I’ve always been overweight. Actually, that’s not strictly true. I’ve been over weight for about 15 years and I can trace this back to when I moved from retail (a highly physical job) into an office-based role. The pounds piled on.
I’ve tried over the years to lose weight but, if I’m honest, initially I just didn’t have the motivation or the knowhow and eating poorly is just too easy – takeaways and ready meals were my staple diet.
As a leadership development professional, I liked to think I knew quite a bit about motivation, but try as hard as I might, I just couldn’t get excited about eating salads and drinking water. Like many people before me, I was making a fundamental attribution error – I assumed there was a ‘silver bullet’; one strategy that would fix my problem.

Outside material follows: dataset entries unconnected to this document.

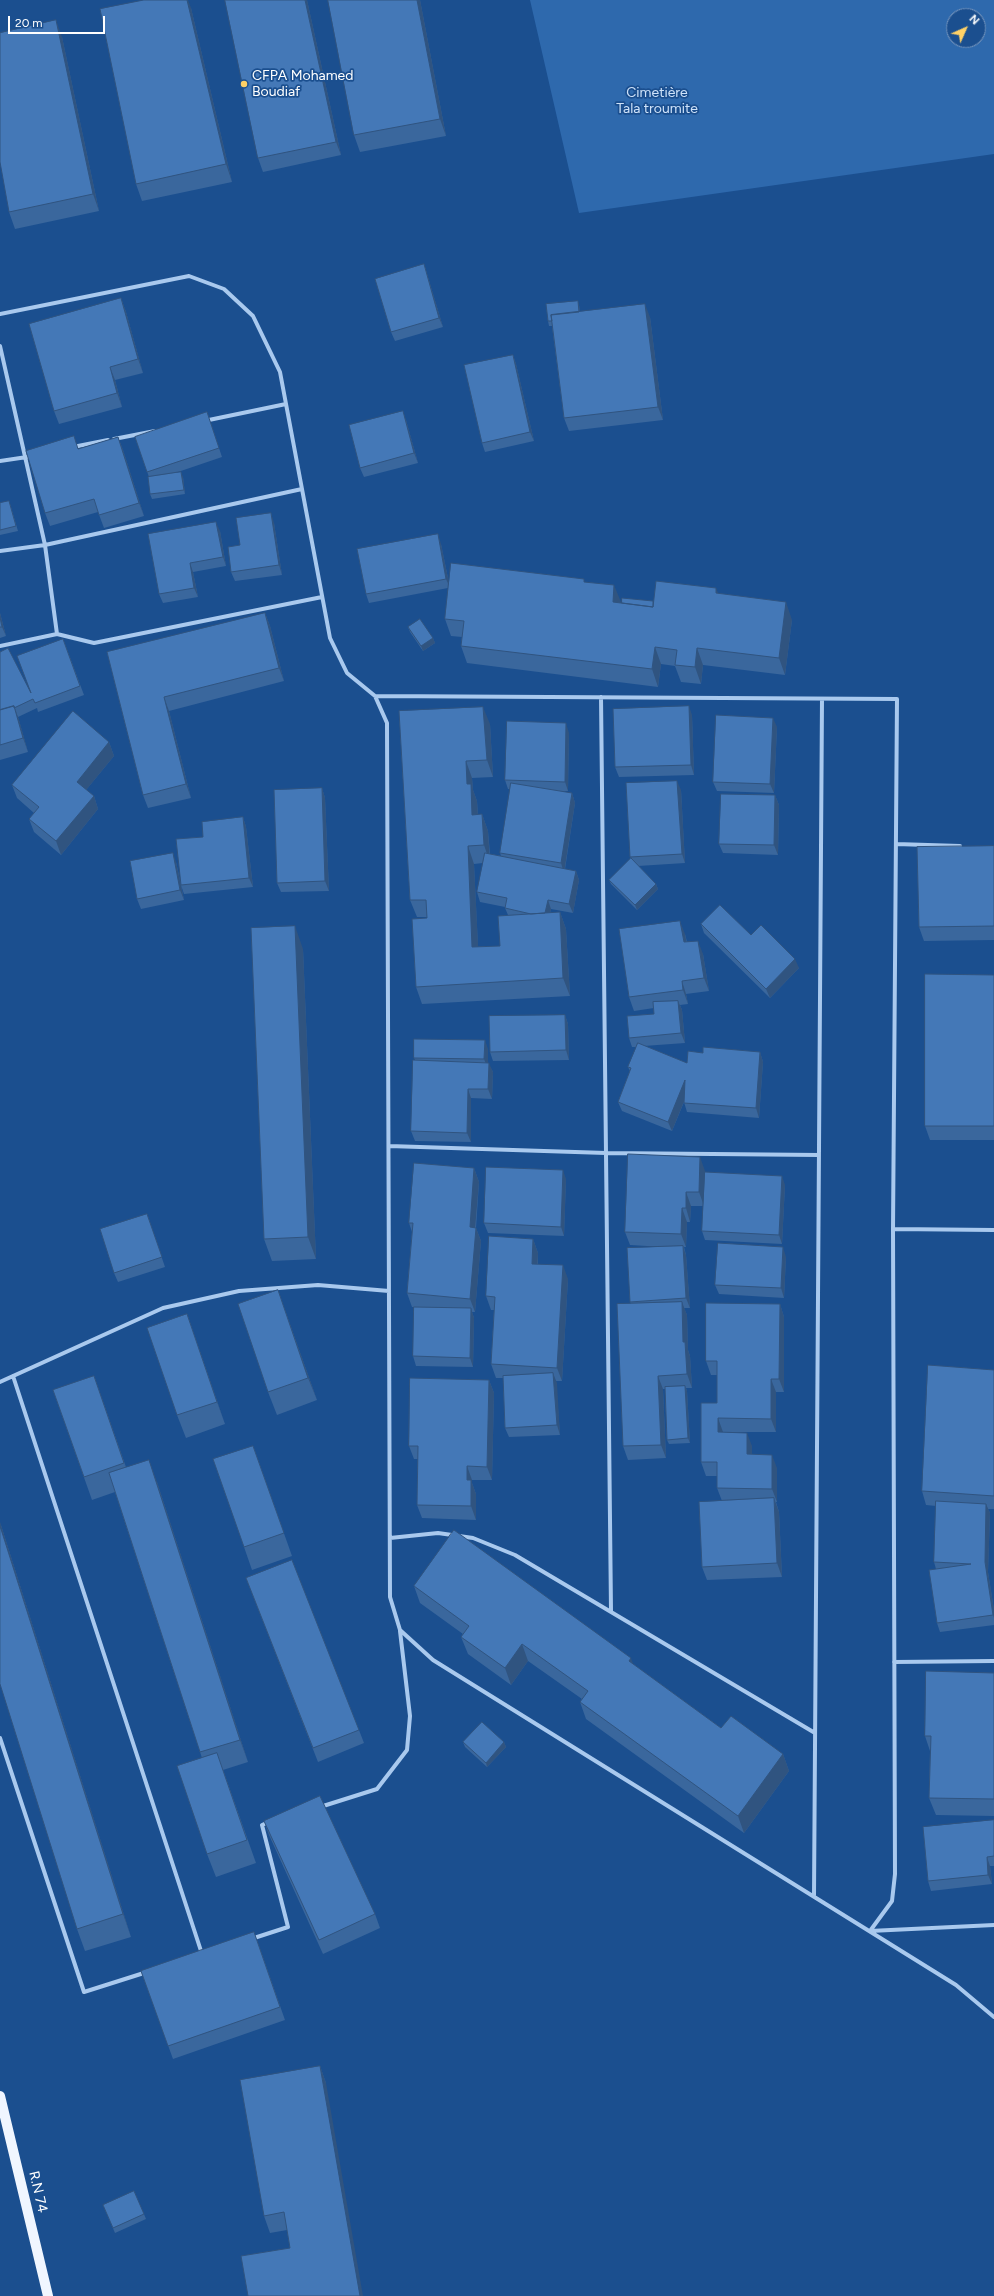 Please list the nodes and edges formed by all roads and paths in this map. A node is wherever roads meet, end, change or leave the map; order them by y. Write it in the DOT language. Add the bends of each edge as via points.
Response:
graph roads {
  1 [pos="0,314"];
  2 [pos="0,346"];
  3 [pos="286,404"];
  4 [pos="202,421"];
  5 [pos="163,429"];
  6 [pos="71,448"];
  7 [pos="33,456"];
  8 [pos="25,457"];
  9 [pos="0,461"];
  10 [pos="302,489"];
  11 [pos="45,545"];
  12 [pos="0,551"];
  13 [pos="322,597"];
  14 [pos="57,634"];
  15 [pos="0,646"];
  16 [pos="375,696"];
  17 [pos="601,697"];
  18 [pos="822,699"];
  19 [pos="896,844"];
  20 [pos="964,846"];
  21 [pos="389,1146"];
  22 [pos="606,1153"];
  23 [pos="819,1155"];
  24 [pos="893,1229"];
  25 [pos="994,1230"];
  26 [pos="389,1291"];
  27 [pos="13,1376"];
  28 [pos="0,1382"];
  29 [pos="390,1538"];
  30 [pos="611,1611"];
  31 [pos="400,1630"];
  32 [pos="994,1661"];
  33 [pos="894,1662"];
  34 [pos="815,1733"];
  35 [pos="0,1738"];
  36 [pos="312,1809"];
  37 [pos="276,1820"];
  38 [pos="814,1895"];
  39 [pos="994,1925"];
  40 [pos="870,1931"];
  41 [pos="245,1941"];
  42 [pos="209,1952"];
  43 [pos="202,1954"];
  44 [pos="195,1957"];
  45 [pos="150,1971"];
  46 [pos="994,2017"];
  47 [pos="0,2096"];
  48 [pos="48,2296"];
  1 -- 3 [label="street" via="189,276 224,289 253,316 280,372"];
  2 -- 8 [label="street"];
  3 -- 4 [label="street"];
  3 -- 10 [label="street"];
  5 -- 6 [label="street"];
  7 -- 8 [label="street"];
  8 -- 9 [label="street"];
  8 -- 11 [label="street"];
  10 -- 11 [label="street"];
  10 -- 13 [label="street"];
  11 -- 12 [label="street"];
  11 -- 14 [label="street"];
  13 -- 14 [label="street" via="94,643"];
  13 -- 16 [label="street" via="330,638 347,673"];
  14 -- 15 [label="street"];
  16 -- 17 [label="street"];
  16 -- 21 [label="street" via="387,723"];
  17 -- 18 [label="street"];
  17 -- 22 [label="street"];
  18 -- 19 [label="street" via="897,699"];
  18 -- 23 [label="street"];
  19 -- 20 [label="street"];
  19 -- 24 [label="street"];
  21 -- 22 [label="street"];
  21 -- 26 [label="street"];
  22 -- 23 [label="street"];
  22 -- 30 [label="street"];
  23 -- 34 [label="street"];
  24 -- 25 [label="street"];
  24 -- 33 [label="street"];
  26 -- 27 [label="street" via="318,1284 239,1290 163,1308"];
  26 -- 29 [label="street"];
  27 -- 28 [label="street"];
  27 -- 43 [label="street"];
  29 -- 30 [label="street" via="438,1533 473,1538 515,1554"];
  29 -- 31 [label="street" via="390,1597"];
  30 -- 34 [label="street"];
  31 -- 36 [label="street" via="410,1716 407,1750 377,1788"];
  31 -- 38 [label="street" via="433,1660"];
  32 -- 33 [label="street"];
  33 -- 40 [label="street" via="895,1874 892,1900"];
  34 -- 38 [label="street"];
  35 -- 45 [label="street" via="84,1992"];
  37 -- 41 [label="street" via="262,1825 288,1927"];
  38 -- 40 [label="street"];
  39 -- 40 [label="street"];
  40 -- 46 [label="street" via="956,1985"];
  42 -- 43 [label="street"];
  43 -- 44 [label="street"];
  47 -- 48 [label="main road, R.N 74"];
}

After my GP advised me that my health would start to suffer as I got older if I remained at my (then) current weight, I decided to take a serious look at this problem, and this time to look from all angles.
On a personal level, I now had a little bit more motivation – I wanted to remain healthy. More importantly for me perhaps however was my ability; I didn’t know much about nutrition and it’s not something I find particularly interesting. I joined a slimming group that met locally and instantly this helped with my ‘ability’ to find a solution to my problem. Through this group, I learnt which foods were good for me, which ones to avoid, how much I could eat and so on.
The group support also helped me enormously in terms of social motivation. When I’d had a good week, people were there to pat me on the back and on bad weeks they were there to pick me up. We shared stories and recipes and the thought of the weekly weigh-in kept me on track; I didn’t want to let the team down.
From a structural point of view, I blitzed my kitchen – gone were the crisps and biscuits, all replaced with fruit and healthy snacks like celery and tomatoes. I set myself some rules and when I’d had a good week and stuck to the plan 100%, I would treat myself with a small chocolate bar which satisfied my cravings.
Through utilising multiple sources of motivation and ability, I managed to shed 3.5 stone (49lb / 22kg) in just five months. As most dieters know, the hardest work is keeping the weight off, and again this is where I’ve applied the multiple sources of influence:
- Personal: I feel great and want to keep feeling like this
- Social: I’ve remained a member of the slimming group and still attend weekly meetings
- Structural: I’ve refined some of my rules and processes and now have the discipline to apply them.
One year on and I’m happy to say it’s still working, the weight has stayed off and I feel fantastic.
We often look for quick results by focusing on one source of influence. For a sustained change in behaviour, the key is to tap in to as many source of influence as possible – it’s a numbers game – the more sources you tap into, the more likely you are to be successful. This is true when tackling a personal challenge such as weight loss or any organisational challenge such as introducing a new initiative or improving safety performance.